YOUR INSTRUCTIONS:
Print each entry below precisely as shown.

DATA FOR REVIEW section start

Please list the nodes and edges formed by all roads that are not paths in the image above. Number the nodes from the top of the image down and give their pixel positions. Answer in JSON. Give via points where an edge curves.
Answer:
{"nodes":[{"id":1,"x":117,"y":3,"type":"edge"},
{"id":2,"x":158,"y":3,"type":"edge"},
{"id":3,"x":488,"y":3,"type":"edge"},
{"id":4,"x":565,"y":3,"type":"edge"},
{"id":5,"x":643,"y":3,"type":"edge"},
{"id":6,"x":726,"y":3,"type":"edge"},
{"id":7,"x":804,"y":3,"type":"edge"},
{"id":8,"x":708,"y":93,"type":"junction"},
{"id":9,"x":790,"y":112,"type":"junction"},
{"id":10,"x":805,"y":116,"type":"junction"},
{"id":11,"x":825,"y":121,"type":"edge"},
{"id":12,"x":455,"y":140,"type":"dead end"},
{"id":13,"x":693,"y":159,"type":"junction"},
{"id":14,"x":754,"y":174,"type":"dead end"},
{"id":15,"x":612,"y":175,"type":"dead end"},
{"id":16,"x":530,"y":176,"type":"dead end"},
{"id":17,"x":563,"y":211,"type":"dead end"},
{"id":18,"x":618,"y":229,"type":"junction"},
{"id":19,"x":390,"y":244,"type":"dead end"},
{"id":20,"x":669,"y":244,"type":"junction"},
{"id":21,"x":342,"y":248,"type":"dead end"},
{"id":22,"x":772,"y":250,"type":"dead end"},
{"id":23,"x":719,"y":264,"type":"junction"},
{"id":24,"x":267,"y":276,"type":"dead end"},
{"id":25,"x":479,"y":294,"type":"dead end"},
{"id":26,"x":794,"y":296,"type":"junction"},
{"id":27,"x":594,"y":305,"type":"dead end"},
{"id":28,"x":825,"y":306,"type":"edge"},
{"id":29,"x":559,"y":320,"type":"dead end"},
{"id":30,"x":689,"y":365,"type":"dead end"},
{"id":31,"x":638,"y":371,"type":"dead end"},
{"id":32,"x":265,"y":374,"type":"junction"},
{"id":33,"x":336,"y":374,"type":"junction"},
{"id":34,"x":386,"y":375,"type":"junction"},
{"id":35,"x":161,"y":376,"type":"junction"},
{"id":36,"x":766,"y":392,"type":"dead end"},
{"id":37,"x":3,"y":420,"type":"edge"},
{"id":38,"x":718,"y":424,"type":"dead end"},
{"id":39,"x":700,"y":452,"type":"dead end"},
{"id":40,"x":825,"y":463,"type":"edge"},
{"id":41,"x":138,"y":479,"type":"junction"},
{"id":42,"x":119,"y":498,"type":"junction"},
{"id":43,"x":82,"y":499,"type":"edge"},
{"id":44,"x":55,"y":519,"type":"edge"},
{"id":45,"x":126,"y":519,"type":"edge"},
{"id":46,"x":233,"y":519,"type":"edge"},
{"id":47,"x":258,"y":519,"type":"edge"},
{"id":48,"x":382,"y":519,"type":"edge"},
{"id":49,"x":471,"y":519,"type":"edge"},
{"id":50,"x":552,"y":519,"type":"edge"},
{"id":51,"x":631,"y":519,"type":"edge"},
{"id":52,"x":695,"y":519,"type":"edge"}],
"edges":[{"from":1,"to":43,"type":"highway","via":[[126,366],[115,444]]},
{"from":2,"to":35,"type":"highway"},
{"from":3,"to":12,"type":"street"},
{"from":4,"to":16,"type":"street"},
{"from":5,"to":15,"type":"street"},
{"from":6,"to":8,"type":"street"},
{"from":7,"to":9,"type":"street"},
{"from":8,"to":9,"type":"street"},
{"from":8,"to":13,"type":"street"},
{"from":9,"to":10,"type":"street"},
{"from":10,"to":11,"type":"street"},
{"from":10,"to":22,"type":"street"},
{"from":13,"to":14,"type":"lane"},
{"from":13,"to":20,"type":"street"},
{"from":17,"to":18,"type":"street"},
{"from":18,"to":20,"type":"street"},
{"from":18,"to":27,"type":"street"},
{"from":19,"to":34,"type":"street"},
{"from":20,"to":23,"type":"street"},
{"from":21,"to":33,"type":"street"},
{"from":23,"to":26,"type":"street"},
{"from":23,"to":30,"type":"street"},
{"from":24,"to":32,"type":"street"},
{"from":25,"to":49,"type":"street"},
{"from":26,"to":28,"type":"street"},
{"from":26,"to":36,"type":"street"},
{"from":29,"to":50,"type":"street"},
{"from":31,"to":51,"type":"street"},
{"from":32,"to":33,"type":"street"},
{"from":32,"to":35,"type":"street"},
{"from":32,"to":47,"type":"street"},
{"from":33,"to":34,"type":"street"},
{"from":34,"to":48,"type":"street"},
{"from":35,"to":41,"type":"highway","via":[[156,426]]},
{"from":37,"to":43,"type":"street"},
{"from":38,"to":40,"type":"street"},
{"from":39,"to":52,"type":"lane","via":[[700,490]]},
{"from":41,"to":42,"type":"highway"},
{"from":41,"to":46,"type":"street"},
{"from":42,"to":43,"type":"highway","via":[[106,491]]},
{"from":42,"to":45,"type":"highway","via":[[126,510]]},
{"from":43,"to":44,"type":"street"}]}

DATA FOR REVIEW section end

TASK SOLUTION:
Please list the nodes and edges formed by all roads that are not paths in the image above. Number the nodes from the top of the image down and give their pixel positions. Answer in JSON. Give via points where an edge curves.
Answer:
{"nodes":[{"id":1,"x":117,"y":3,"type":"edge"},
{"id":2,"x":158,"y":3,"type":"edge"},
{"id":3,"x":488,"y":3,"type":"edge"},
{"id":4,"x":565,"y":3,"type":"edge"},
{"id":5,"x":643,"y":3,"type":"edge"},
{"id":6,"x":726,"y":3,"type":"edge"},
{"id":7,"x":804,"y":3,"type":"edge"},
{"id":8,"x":708,"y":93,"type":"junction"},
{"id":9,"x":790,"y":112,"type":"junction"},
{"id":10,"x":805,"y":116,"type":"junction"},
{"id":11,"x":825,"y":121,"type":"edge"},
{"id":12,"x":455,"y":140,"type":"dead end"},
{"id":13,"x":693,"y":159,"type":"junction"},
{"id":14,"x":754,"y":174,"type":"dead end"},
{"id":15,"x":612,"y":175,"type":"dead end"},
{"id":16,"x":530,"y":176,"type":"dead end"},
{"id":17,"x":563,"y":211,"type":"dead end"},
{"id":18,"x":618,"y":229,"type":"junction"},
{"id":19,"x":390,"y":244,"type":"dead end"},
{"id":20,"x":669,"y":244,"type":"junction"},
{"id":21,"x":342,"y":248,"type":"dead end"},
{"id":22,"x":772,"y":250,"type":"dead end"},
{"id":23,"x":719,"y":264,"type":"junction"},
{"id":24,"x":267,"y":276,"type":"dead end"},
{"id":25,"x":479,"y":294,"type":"dead end"},
{"id":26,"x":794,"y":296,"type":"junction"},
{"id":27,"x":594,"y":305,"type":"dead end"},
{"id":28,"x":825,"y":306,"type":"edge"},
{"id":29,"x":559,"y":320,"type":"dead end"},
{"id":30,"x":689,"y":365,"type":"dead end"},
{"id":31,"x":638,"y":371,"type":"dead end"},
{"id":32,"x":265,"y":374,"type":"junction"},
{"id":33,"x":336,"y":374,"type":"junction"},
{"id":34,"x":386,"y":375,"type":"junction"},
{"id":35,"x":161,"y":376,"type":"junction"},
{"id":36,"x":766,"y":392,"type":"dead end"},
{"id":37,"x":3,"y":420,"type":"edge"},
{"id":38,"x":718,"y":424,"type":"dead end"},
{"id":39,"x":700,"y":452,"type":"dead end"},
{"id":40,"x":825,"y":463,"type":"edge"},
{"id":41,"x":138,"y":479,"type":"junction"},
{"id":42,"x":119,"y":498,"type":"junction"},
{"id":43,"x":82,"y":499,"type":"edge"},
{"id":44,"x":55,"y":519,"type":"edge"},
{"id":45,"x":126,"y":519,"type":"edge"},
{"id":46,"x":233,"y":519,"type":"edge"},
{"id":47,"x":258,"y":519,"type":"edge"},
{"id":48,"x":382,"y":519,"type":"edge"},
{"id":49,"x":471,"y":519,"type":"edge"},
{"id":50,"x":552,"y":519,"type":"edge"},
{"id":51,"x":631,"y":519,"type":"edge"},
{"id":52,"x":695,"y":519,"type":"edge"}],
"edges":[{"from":1,"to":43,"type":"highway","via":[[126,366],[115,444]]},
{"from":2,"to":35,"type":"highway"},
{"from":3,"to":12,"type":"street"},
{"from":4,"to":16,"type":"street"},
{"from":5,"to":15,"type":"street"},
{"from":6,"to":8,"type":"street"},
{"from":7,"to":9,"type":"street"},
{"from":8,"to":9,"type":"street"},
{"from":8,"to":13,"type":"street"},
{"from":9,"to":10,"type":"street"},
{"from":10,"to":11,"type":"street"},
{"from":10,"to":22,"type":"street"},
{"from":13,"to":14,"type":"lane"},
{"from":13,"to":20,"type":"street"},
{"from":17,"to":18,"type":"street"},
{"from":18,"to":20,"type":"street"},
{"from":18,"to":27,"type":"street"},
{"from":19,"to":34,"type":"street"},
{"from":20,"to":23,"type":"street"},
{"from":21,"to":33,"type":"street"},
{"from":23,"to":26,"type":"street"},
{"from":23,"to":30,"type":"street"},
{"from":24,"to":32,"type":"street"},
{"from":25,"to":49,"type":"street"},
{"from":26,"to":28,"type":"street"},
{"from":26,"to":36,"type":"street"},
{"from":29,"to":50,"type":"street"},
{"from":31,"to":51,"type":"street"},
{"from":32,"to":33,"type":"street"},
{"from":32,"to":35,"type":"street"},
{"from":32,"to":47,"type":"street"},
{"from":33,"to":34,"type":"street"},
{"from":34,"to":48,"type":"street"},
{"from":35,"to":41,"type":"highway","via":[[156,426]]},
{"from":37,"to":43,"type":"street"},
{"from":38,"to":40,"type":"street"},
{"from":39,"to":52,"type":"lane","via":[[700,490]]},
{"from":41,"to":42,"type":"highway"},
{"from":41,"to":46,"type":"street"},
{"from":42,"to":43,"type":"highway","via":[[106,491]]},
{"from":42,"to":45,"type":"highway","via":[[126,510]]},
{"from":43,"to":44,"type":"street"}]}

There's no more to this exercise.